For he himself is our peace, who has made both one,
and has broken down the middle wall of division between us.

The Aramaic for “and has broken down the middle wall of division between us” reads:

wash’ra s’yaga d’kamem h’va bam’tzata

The word for “loosed” (broken down in most translations, but
literally “loosed”) here is in the Aramaic “sh’ra” This particular Aramaic term was used in ancient Jewish literature as a technical theological term relating to halacha. To “bind” an activity means to prohibit it, while “loosing” (sh’ra) an activity, meant that the activity was to be permitted.  This terminology appears throughout the Talmuds (j.Ber. 5b; 6c; j.San. 28a; b. Ab.Zar. 37a; b.Ned. 62a; b.Yeb. 106a; b.Bets. 2b; 22a; b.Ber. 35a; b.Hag. 3b)

The word for “hedge” (middle wall in most translations) is s’yaga
this word means hedge (compare usage of Hebrew cognate in Song. 7:3). This is a technical term in Judaism found in the Mishna where we read “Make a hedge (Hebrew cognate of s’yaga) about the Torah.” (Avot 1:1).  This precept meant to establish a protective barrier around the Torah to protect the Torah from trespasses. The protective barrier consisted of commandments which were more stringent than those actually found in the Torah. The purpose was to make it unlikely to even accidentally violate a real Torah command.

Now seeing these two halachic terms connected together one should
immediately notice that the text should read “loosed the hedge” i.e. that Yeshua permitted certain acts that another School of halacha had bound (forbidden).

There were various schools of halacha in the first century. One such precept did not allow Jews to enter the home of a Gentile (see Acts 10:28). (the custom was probably of Essene origin. Peter (Kefa) who held to the custom, had been a student of John the Baptist who had been closely associated with the Qumran community. The Essenes were also intolerant of outsiders) Paul opposed this hedge and taught that Yeshua had “loosed” this “hedge.”
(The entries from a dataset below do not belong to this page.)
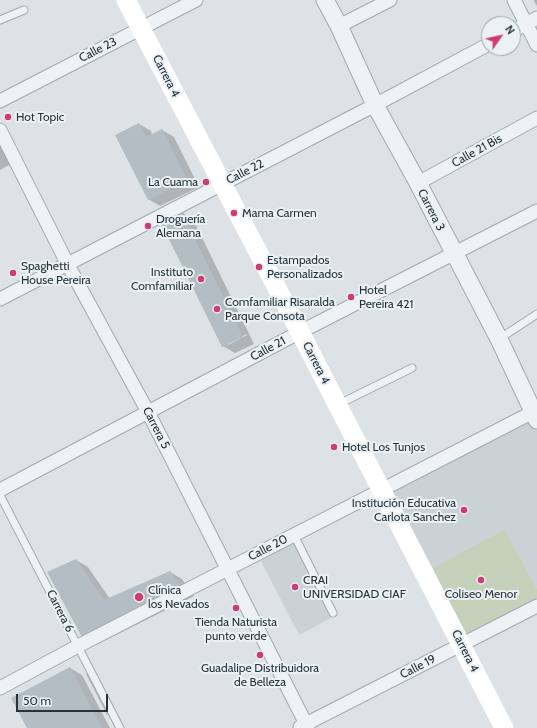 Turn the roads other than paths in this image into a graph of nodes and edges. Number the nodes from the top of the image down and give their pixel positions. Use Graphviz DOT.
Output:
graph roads {
  1 [pos="126,0"];
  2 [pos="196,0"];
  3 [pos="325,0"];
  4 [pos="390,0"];
  5 [pos="514,0"];
  6 [pos="24,10"];
  7 [pos="0,20"];
  8 [pos="532,21"];
  9 [pos="339,26"];
  10 [pos="521,27"];
  11 [pos="141,28"];
  12 [pos="537,45"];
  13 [pos="481,48"];
  14 [pos="0,101"];
  15 [pos="375,105"];
  16 [pos="537,118"];
  17 [pos="0,130"];
  18 [pos="222,183"];
  19 [pos="418,183"];
  20 [pos="537,212"];
  21 [pos="454,254"];
  22 [pos="68,265"];
  23 [pos="0,299"];
  24 [pos="537,314"];
  25 [pos="300,332"];
  26 [pos="498,339"];
  27 [pos="412,368"];
  28 [pos="337,404"];
  29 [pos="148,412"];
  30 [pos="536,414"];
  31 [pos="0,490"];
  32 [pos="381,490"];
  33 [pos="0,495"];
  34 [pos="294,535"];
  35 [pos="228,569"];
  36 [pos="537,606"];
  37 [pos="333,613"];
  38 [pos="461,644"];
  39 [pos="78,646"];
  40 [pos="0,688"];
  41 [pos="304,727"];
  42 [pos="120,728"];
  43 [pos="504,728"];
  1 -- 11 [label="main road, Carrera 4"];
  2 -- 11 [label="street, Calle 23"];
  3 -- 9 [label="street, Carrera 3"];
  4 -- 9 [label="street"];
  5 -- 8 [label="street"];
  6 -- 7 [label="lane"];
  8 -- 10 [label="street"];
  8 -- 12 [label="street"];
  9 -- 15 [label="street, Carrera 3"];
  11 -- 14 [label="street, Calle 23"];
  11 -- 18 [label="main road, Carrera 4"];
  13 -- 15 [label="street, Calle 22"];
  15 -- 18 [label="street, Calle 22"];
  15 -- 19 [label="street, Carrera 3"];
  16 -- 19 [label="street, Calle 21 Bis"];
  17 -- 22 [label="street, Carrera 5"];
  18 -- 22 [label="street, Calle 22"];
  18 -- 25 [label="main road, Carrera 4"];
  19 -- 21 [label="street, Carrera 3"];
  20 -- 21 [label="street, Calle 21"];
  21 -- 25 [label="street, Calle 21"];
  21 -- 26 [label="street, Carrera 3"];
  22 -- 23 [label="street, Calle 22"];
  22 -- 29 [label="street, Carrera 5"];
  24 -- 26 [label="lane"];
  25 -- 28 [label="main road, Carrera 4"];
  25 -- 29 [label="street, Calle 21"];
  26 -- 30 [label="street, Carrera 3"];
  27 -- 28 [label="lane"];
  28 -- 32 [label="main road, Carrera 4"];
  29 -- 31 [label="street, Calle 21"];
  29 -- 35 [label="street, Carrera 5"];
  30 -- 32 [label="street, Calle 20"];
  32 -- 34 [label="street, Calle 20"];
  32 -- 38 [label="main road, Carrera 4"];
  33 -- 39 [label="lane, Carrera 6"];
  34 -- 35 [label="street, Calle 20"];
  34 -- 37 [label="lane"];
  35 -- 39 [label="street, Calle 20"];
  35 -- 41 [label="street, Carrera 5"];
  36 -- 38 [label="street, Calle 19"];
  38 -- 41 [label="street, Calle 19"];
  38 -- 43 [label="main road, Carrera 4"];
  39 -- 40 [label="street, Calle 20"];
  39 -- 42 [label="lane, Carrera 6"];
} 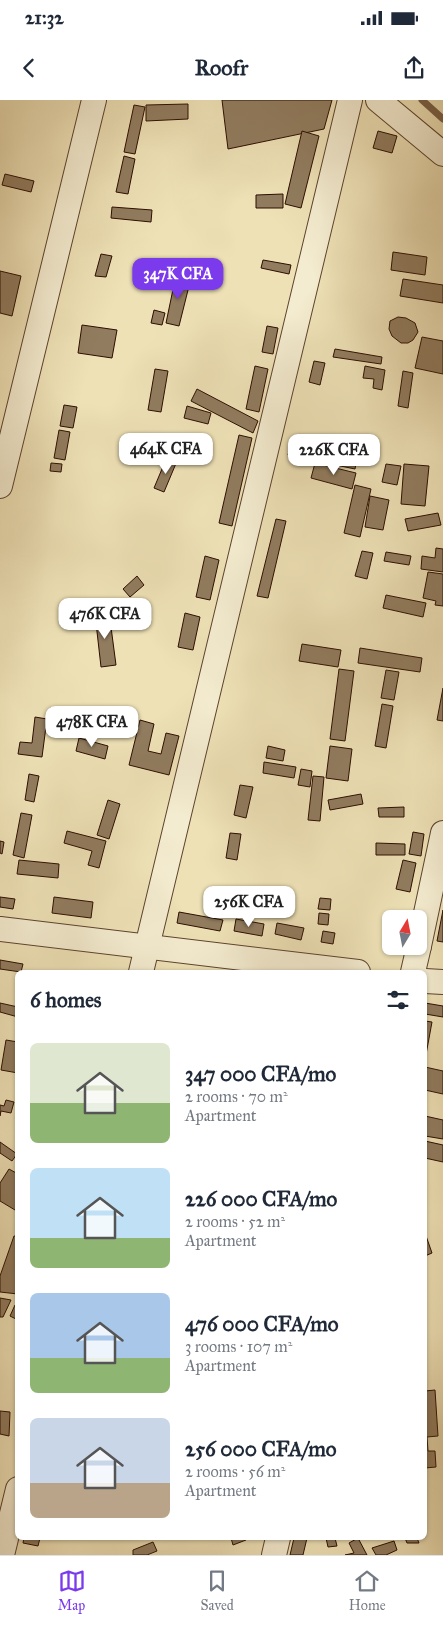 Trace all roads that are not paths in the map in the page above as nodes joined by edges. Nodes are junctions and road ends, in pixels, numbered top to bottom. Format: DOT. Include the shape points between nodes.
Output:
graph roads {
  1 [pos="94,100"];
  2 [pos="350,100"];
  3 [pos="378,100"];
  4 [pos="443,154"];
  5 [pos="0,486"];
  6 [pos="443,833"];
  7 [pos="427,910"];
  8 [pos="0,929"];
  9 [pos="148,946"];
  10 [pos="417,955"];
  11 [pos="142,970"];
  12 [pos="342,970"];
  13 [pos="413,970"];
  14 [pos="427,981"];
  15 [pos="443,982"];
  16 [pos="15,1501"];
  17 [pos="278,1540"];
  18 [pos="2,1555"];
  19 [pos="274,1555"];
  1 -- 5 [label="street"];
  2 -- 9 [label="street"];
  3 -- 4 [label="street"];
  6 -- 7 [label="street"];
  8 -- 9 [label="street"];
  9 -- 11 [label="street"];
  9 -- 12 [label="street"];
  10 -- 13 [label="street"];
  14 -- 15 [label="street"];
  16 -- 18 [label="street"];
  17 -- 19 [label="street"];
}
Ephesians 2:15a has long presented difficulties to Bible translators.
This can be seen by comparing the many ways in which this passage has been translated in the many English translations.

Most translations of Eph. 2:15a follow the lead of the KJV which reads:

Having abolished in his flesh the enmity,
[even] the law of commandments [contained] in ordinances;

Some English paraphrases have become blatantly anti-semitic in their
renderings.  The Living Bible, for example, reads:

By his death he ended the angry resentment between us,
caused by the Jewish laws which favored the Jews and
excluded the Gentiles, for he died to annul the whole
system of Jewish laws.

The Messianic Jewish version of the Living Bible (The Living Scriptures; Messianic Edition of the Living Bible; Tyndale; 1982) has edited out this anti-Semitic phrase reading only:

By his death he ended the angry resentment between us.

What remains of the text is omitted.